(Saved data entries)
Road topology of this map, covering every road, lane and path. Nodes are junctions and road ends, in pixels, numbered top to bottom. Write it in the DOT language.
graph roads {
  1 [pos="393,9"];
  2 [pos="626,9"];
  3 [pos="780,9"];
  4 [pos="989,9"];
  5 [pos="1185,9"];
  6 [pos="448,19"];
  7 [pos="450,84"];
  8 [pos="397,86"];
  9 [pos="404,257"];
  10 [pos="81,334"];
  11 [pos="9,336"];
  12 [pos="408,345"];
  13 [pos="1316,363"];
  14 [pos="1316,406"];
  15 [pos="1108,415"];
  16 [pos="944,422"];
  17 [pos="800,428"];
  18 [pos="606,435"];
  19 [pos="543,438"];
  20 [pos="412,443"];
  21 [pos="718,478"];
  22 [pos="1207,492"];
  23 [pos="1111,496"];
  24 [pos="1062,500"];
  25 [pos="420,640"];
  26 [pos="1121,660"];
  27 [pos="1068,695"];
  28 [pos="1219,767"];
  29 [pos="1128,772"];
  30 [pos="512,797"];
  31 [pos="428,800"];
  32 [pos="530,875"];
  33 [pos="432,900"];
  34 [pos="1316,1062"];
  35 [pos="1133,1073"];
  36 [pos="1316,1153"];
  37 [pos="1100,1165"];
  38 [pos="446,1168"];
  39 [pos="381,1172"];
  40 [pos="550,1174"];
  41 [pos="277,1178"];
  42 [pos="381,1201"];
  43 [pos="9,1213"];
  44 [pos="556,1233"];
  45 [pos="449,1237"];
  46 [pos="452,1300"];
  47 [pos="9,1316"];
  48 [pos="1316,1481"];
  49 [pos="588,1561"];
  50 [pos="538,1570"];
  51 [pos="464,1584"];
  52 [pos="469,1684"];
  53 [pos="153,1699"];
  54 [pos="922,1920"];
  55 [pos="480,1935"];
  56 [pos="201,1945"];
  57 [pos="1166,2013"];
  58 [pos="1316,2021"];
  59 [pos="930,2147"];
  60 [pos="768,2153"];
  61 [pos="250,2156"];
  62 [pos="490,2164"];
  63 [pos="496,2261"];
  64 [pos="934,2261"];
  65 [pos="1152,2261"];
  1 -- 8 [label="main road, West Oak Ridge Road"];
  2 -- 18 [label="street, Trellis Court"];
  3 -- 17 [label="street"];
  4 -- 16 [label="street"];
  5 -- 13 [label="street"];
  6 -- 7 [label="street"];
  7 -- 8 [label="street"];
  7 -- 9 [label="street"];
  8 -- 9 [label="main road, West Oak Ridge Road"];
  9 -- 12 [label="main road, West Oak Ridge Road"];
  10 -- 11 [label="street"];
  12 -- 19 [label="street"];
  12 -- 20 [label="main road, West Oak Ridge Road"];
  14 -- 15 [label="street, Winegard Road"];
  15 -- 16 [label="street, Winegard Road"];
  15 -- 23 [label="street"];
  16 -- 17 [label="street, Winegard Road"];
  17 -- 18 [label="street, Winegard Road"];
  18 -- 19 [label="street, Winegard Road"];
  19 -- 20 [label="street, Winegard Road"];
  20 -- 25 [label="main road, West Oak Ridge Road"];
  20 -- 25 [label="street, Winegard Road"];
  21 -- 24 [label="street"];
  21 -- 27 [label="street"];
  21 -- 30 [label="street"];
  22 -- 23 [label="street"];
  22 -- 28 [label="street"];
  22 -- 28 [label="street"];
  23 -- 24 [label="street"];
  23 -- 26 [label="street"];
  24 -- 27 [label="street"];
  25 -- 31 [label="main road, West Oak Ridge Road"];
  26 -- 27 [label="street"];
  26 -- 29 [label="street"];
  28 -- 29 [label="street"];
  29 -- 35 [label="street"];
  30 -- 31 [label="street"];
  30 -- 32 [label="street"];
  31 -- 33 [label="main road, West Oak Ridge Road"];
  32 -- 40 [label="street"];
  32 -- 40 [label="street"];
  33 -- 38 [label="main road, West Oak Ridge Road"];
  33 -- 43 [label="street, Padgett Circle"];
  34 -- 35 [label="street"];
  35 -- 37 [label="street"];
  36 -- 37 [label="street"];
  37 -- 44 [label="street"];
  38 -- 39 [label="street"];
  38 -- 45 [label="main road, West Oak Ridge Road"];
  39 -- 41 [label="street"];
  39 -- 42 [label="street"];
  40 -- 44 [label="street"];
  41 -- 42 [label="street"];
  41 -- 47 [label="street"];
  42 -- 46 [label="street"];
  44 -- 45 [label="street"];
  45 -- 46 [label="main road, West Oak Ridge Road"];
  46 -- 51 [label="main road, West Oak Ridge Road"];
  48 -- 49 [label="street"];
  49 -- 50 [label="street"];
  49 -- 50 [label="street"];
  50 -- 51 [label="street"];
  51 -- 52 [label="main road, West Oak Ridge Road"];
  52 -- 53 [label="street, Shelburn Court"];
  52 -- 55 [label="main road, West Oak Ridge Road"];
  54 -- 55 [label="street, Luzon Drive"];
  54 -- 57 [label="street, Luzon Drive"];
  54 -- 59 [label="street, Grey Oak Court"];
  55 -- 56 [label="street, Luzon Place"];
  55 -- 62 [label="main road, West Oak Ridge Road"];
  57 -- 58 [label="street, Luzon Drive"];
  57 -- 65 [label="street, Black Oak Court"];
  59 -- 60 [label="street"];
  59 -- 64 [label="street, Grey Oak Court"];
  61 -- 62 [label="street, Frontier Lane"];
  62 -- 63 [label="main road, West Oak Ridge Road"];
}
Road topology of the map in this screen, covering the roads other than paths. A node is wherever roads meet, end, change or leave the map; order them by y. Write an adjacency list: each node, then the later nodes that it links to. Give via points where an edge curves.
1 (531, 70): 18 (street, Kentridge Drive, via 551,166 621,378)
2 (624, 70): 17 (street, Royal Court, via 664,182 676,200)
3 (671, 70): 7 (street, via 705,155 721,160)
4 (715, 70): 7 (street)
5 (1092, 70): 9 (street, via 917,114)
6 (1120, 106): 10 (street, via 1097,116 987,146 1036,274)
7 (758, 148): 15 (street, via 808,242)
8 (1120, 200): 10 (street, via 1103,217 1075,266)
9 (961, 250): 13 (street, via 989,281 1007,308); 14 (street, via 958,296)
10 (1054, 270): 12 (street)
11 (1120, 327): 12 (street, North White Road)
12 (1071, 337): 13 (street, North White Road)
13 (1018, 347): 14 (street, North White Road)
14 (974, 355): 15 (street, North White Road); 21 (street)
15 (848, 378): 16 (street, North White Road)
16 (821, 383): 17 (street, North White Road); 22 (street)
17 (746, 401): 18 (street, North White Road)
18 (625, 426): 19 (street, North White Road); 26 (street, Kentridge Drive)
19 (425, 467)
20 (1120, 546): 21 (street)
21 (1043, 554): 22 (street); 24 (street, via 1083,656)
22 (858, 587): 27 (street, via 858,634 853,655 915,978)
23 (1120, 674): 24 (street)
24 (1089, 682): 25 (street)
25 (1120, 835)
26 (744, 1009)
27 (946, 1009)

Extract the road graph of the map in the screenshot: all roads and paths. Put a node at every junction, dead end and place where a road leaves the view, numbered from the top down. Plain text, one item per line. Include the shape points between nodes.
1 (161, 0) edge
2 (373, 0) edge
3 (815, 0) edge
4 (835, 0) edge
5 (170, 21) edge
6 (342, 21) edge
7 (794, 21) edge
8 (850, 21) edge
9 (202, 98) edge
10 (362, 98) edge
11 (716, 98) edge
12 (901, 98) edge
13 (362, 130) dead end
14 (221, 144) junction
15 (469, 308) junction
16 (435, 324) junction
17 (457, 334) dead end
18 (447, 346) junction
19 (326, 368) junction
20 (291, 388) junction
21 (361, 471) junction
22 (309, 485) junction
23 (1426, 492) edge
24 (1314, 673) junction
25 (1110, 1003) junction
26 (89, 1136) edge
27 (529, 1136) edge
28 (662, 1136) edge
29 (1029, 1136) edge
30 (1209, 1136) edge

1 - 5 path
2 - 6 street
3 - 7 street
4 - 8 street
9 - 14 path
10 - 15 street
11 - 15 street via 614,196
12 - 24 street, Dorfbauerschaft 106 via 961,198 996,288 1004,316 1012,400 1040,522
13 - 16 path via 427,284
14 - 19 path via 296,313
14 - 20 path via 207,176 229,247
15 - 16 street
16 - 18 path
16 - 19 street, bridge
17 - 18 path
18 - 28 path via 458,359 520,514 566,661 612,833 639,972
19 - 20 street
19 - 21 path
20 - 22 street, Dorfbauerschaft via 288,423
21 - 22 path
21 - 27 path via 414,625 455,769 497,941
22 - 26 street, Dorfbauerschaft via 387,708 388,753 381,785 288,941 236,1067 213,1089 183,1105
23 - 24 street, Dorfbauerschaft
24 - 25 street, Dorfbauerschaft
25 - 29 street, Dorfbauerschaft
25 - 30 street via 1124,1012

WHAT THIS TASK INVOLVES
What this exercise asks for is every line of the data above with the word "Court".

PROBLEM SOLUTION
  2 -- 18 [label="street, Trellis Court"];
  52 -- 53 [label="street, Shelburn Court"];
  54 -- 59 [label="street, Grey Oak Court"];
  57 -- 65 [label="street, Black Oak Court"];
  59 -- 64 [label="street, Grey Oak Court"];
2 (624, 70): 17 (street, Royal Court, via 664,182 676,200)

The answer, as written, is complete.